Selamsız Bandosu filminin daha çekilmediği o yıllarda selamsız geçilmezdi. Herkes birbirine selam verir, hal-hatır sorardı. Samimiyet vardı. İlişkiler, insanın eline yapışıp kalan vıcık vıcık kıvamda değildi.
Gerçek yüzler maskelerin ardına gizlenmezdi. Saman altından su yürütme ve sağ gösterip sol vurma sanatları yaygınlaşmamıştı.
Sağ gösterip sol vurmayı bilmediğimizden; Avrupalı futbolcuların çaktırmadan yaptığı fauller karşısında cansiperane karşılık veren bizimkiler, kırmızı kartla soyunma odasının yolunu tutardı. Ama olsun; oyundan da atılsak, fark da yesek şanımızdandı...

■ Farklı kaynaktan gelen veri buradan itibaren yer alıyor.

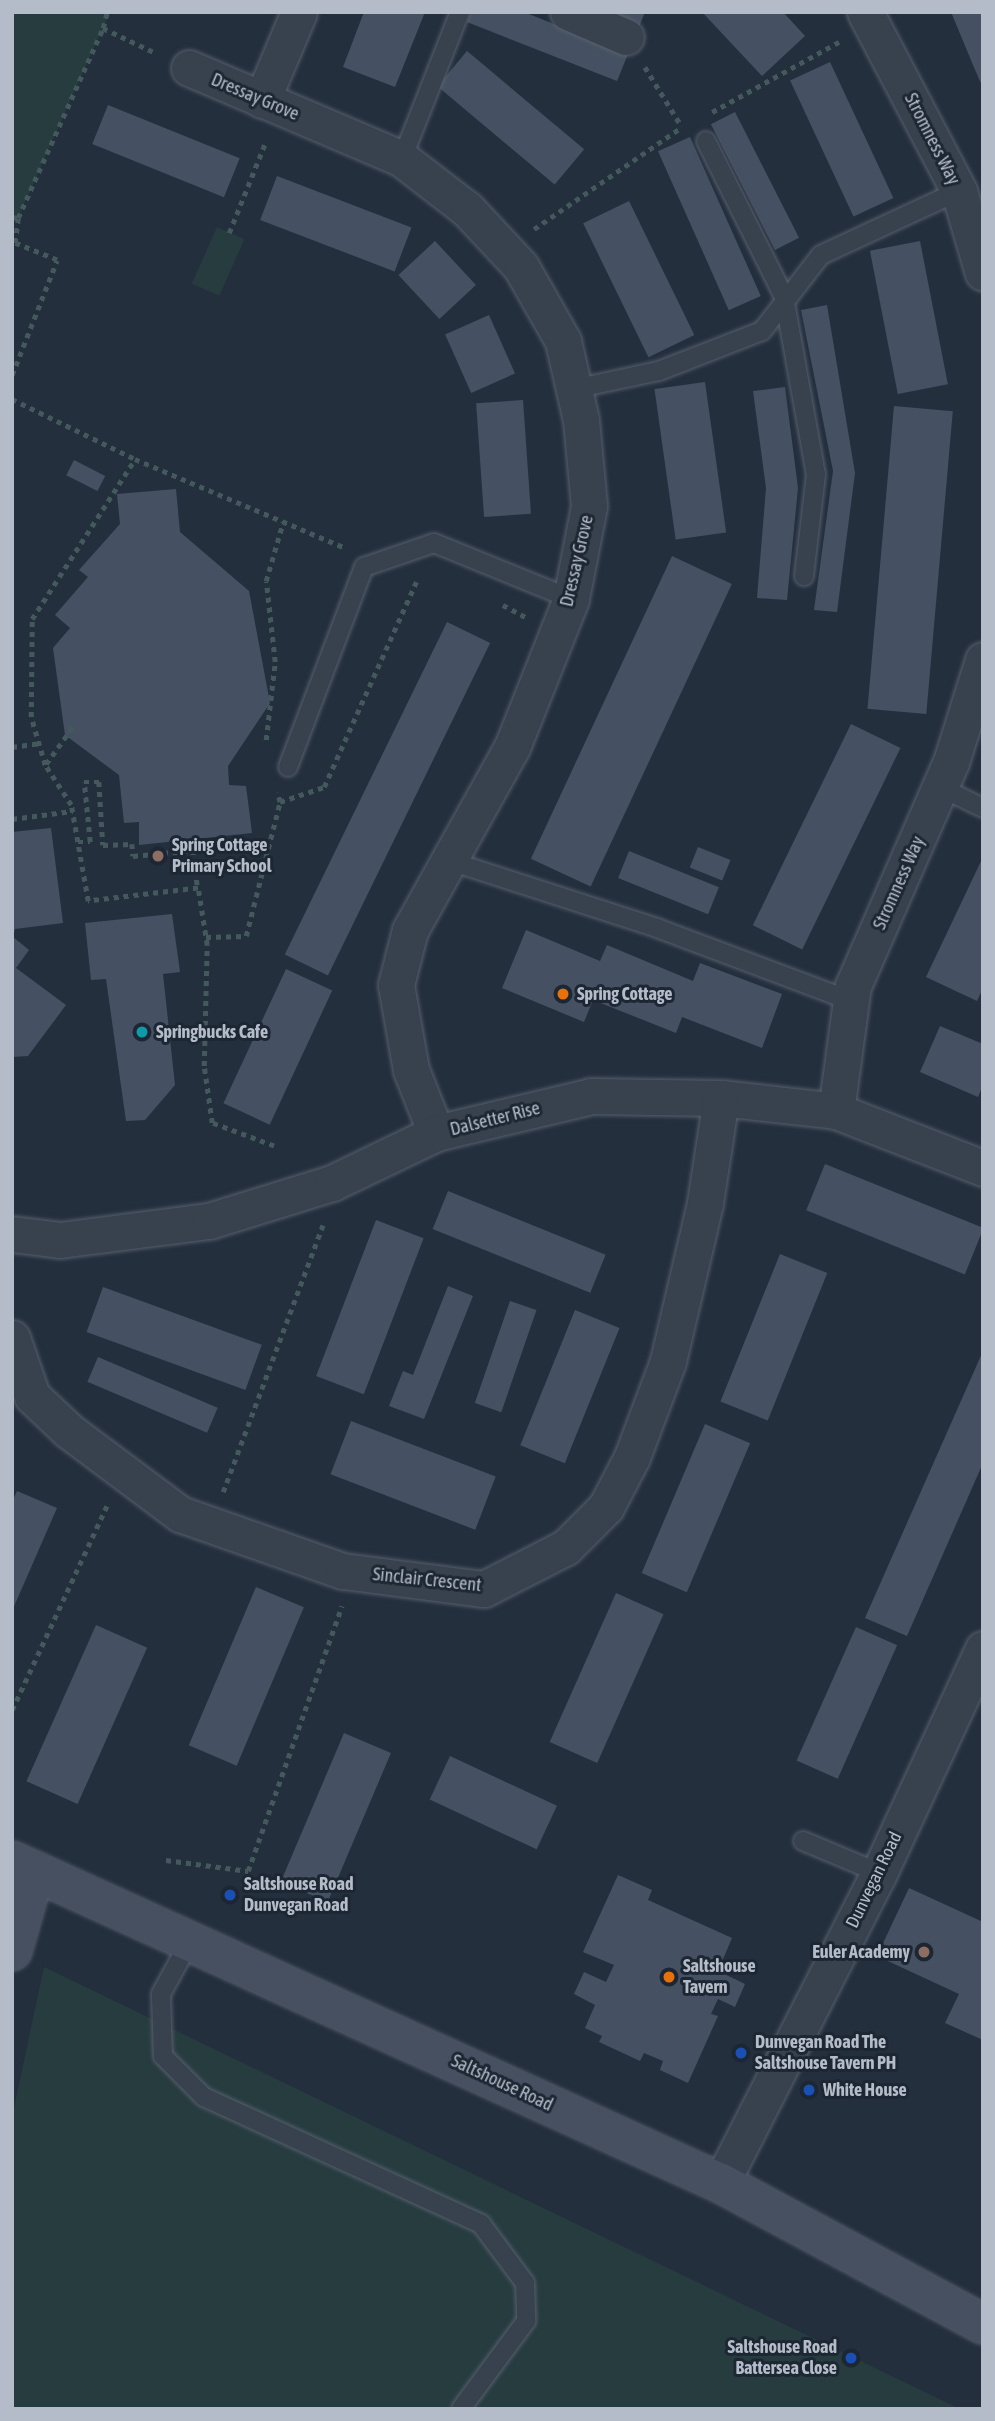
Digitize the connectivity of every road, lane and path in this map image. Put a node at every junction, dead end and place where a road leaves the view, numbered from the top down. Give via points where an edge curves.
1 (107, 12) edge
2 (299, 12) edge
3 (460, 12) edge
4 (568, 12) edge
5 (874, 16) edge
6 (103, 28) junction
7 (626, 37) joint
8 (189, 68) joint
9 (271, 104) junction
10 (682, 127) dead end
11 (706, 141) dead end
12 (402, 159) junction
13 (959, 191) junction
14 (15, 218) edge
15 (229, 233) dead end
16 (983, 273) edge
17 (784, 297) junction
18 (12, 375) edge
19 (574, 389) junction
20 (12, 399) edge
21 (135, 459) junction
22 (377, 561) junction
23 (425, 565) dead end
24 (804, 576) dead end
25 (571, 599) junction
26 (495, 601) dead end
27 (530, 619) dead end
28 (983, 660) edge
29 (74, 725) dead end
30 (39, 743) junction
31 (12, 747) edge
32 (45, 765) junction
33 (288, 768) dead end
34 (940, 787) junction
35 (280, 802) dead end
36 (983, 808) edge
37 (72, 811) junction
38 (12, 819) edge
39 (78, 842) junction
40 (237, 846) dead end
41 (193, 850) junction
42 (450, 862) junction
43 (198, 888) junction
44 (851, 1001) junction
45 (721, 1098) junction
46 (836, 1111) junction
47 (436, 1133) junction
48 (274, 1146) dead end
49 (983, 1168) edge
50 (332, 1183) junction
51 (12, 1234) edge
52 (12, 1338) edge
53 (122, 1471) junction
54 (211, 1525) junction
55 (354, 1573) junction
56 (983, 1649) edge
57 (12, 1710) edge
58 (803, 1841) dead end
59 (166, 1860) dead end
60 (24, 1866) edge
61 (879, 1872) junction
62 (190, 1941) junction
63 (12, 1951) edge
64 (721, 2183) junction
65 (983, 2324) edge
66 (461, 2409) edge

1 - 6 path
2 - 9 street
3 - 12 lane
4 - 7 street
5 - 13 street, Stromness Way
6 - 8 path
6 - 14 path
7 - 10 path
8 - 9 street, Dressay Grove
9 - 12 street, Dressay Grove
9 - 15 path
11 - 17 lane
12 - 19 street, Dressay Grove via 467,209 521,267 563,341
13 - 16 street, Stromness Way
13 - 17 lane via 821,255
14 - 18 path via 15,243 57,260
17 - 19 lane via 762,331 659,371
17 - 24 lane via 816,474
19 - 25 street, Dressay Grove via 589,506
20 - 21 path
21 - 22 path
21 - 30 path via 33,619 31,717
22 - 25 lane via 434,543
22 - 33 lane via 364,567
23 - 35 path via 324,787
25 - 42 street, Dressay Grove via 512,747
26 - 27 path
28 - 34 street, Stromness Way
29 - 32 path
30 - 31 path
30 - 32 path
32 - 37 path
34 - 36 lane
34 - 44 street, Stromness Way via 853,986
37 - 38 path
37 - 39 path
39 - 41 path via 90,842 84,782 99,782 103,845 132,844 133,856
39 - 43 path via 88,901
40 - 41 path
41 - 43 path
42 - 44 lane via 657,928
42 - 47 street, Dressay Grove via 410,930 396,985 411,1069
43 - 48 path via 207,945 204,1066 212,1123
44 - 46 street, Stromness Way
45 - 46 street, Dalsetter Rise
45 - 47 street, Dalsetter Rise via 591,1096
45 - 55 street, Sinclair Crescent via 705,1203 668,1361 632,1457 606,1507 566,1547 484,1589
46 - 49 street, Dalsetter Rise
47 - 50 street, Dalsetter Rise
50 - 51 street, Dalsetter Rise via 209,1221 60,1240
50 - 54 path via 329,1209
52 - 53 street, Sinclair Crescent via 33,1396 69,1432
53 - 54 street, Sinclair Crescent via 180,1514
53 - 57 path
54 - 55 street, Sinclair Crescent
55 - 59 path via 248,1871
56 - 61 street, Dunvegan Road
58 - 61 lane
60 - 62 main road, Saltshouse Road
60 - 63 main road
61 - 64 street, Dunvegan Road
62 - 64 main road, Saltshouse Road
62 - 66 lane via 161,1994 163,2056 204,2097 481,2224 524,2283 526,2321
64 - 65 main road, Saltshouse Road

Sıcak yaz akşamlarının açık hava sinemasında geçirildiği o günlerde, gazoz içilip çekirdek çıtlatılırken, filmlerin kadrolu kötü kahramanı Erol Taş’ın mutlaka kulakları çınlatılırdı. Filmlerdekilerle gerçek hayatın farklı olduğunun pek farkına varılamadığı o vakitlerde ne çekmişti rahmetli.
Hınçla kendisine bakanlara, yolunu kesip hesap sormaya kalkanlara, “Yok aslında öyle değil, film icabıydı” dese de nafileydi. Soyadındaki Taş’ın kalbini taşlaştırmadığı, gerçekte iyi kalpli olduğu, ancak Hakkın rahmetine kavuştuktan sonra anlaşılmıştı.
O dönemlerin tek kötü karakteri Erol Taş değildi. Asıl Ceyar (JR) vardı. İkisi de kötüydü kötü olmalarına ama Erol Taş’ın gizli yüzü yoktu. O kötüydü, niyeti de ortadaydı, kısacası içi dışı birdi.
Ya Ceyar... O tam bir profesyoneldi. İyilik yapar gibi görünürken bile işini bitirirdi. Gayet planlı programlıydı. Dedim ya bu işin ustasıydı. Şaşırmamak lazım, kendisi Amerikalıydı, şeytana pabucunu ters giydirirdi. Sağolsun bize çok şey öğretti.
Dallas’ın diğer karakterlerini de unutmamak lazım. Onlar da az değildi.
Su gibi viski içilir, ne dolaplar çevrilirdi. Hırsla zehirlenmiş beyinlerin sonu gelmek bilmeyen o kumpaslarını izlerken, insan küçük dilini yutardı.
Dedim ya o pespembe diziye çok şey borçluyuz.
Siyah-beyaz TV döneminde ilk göz ağrımız Dallas’tan mıdır ne? O gün bugündür bu ne entrika, bu ne dedikodu!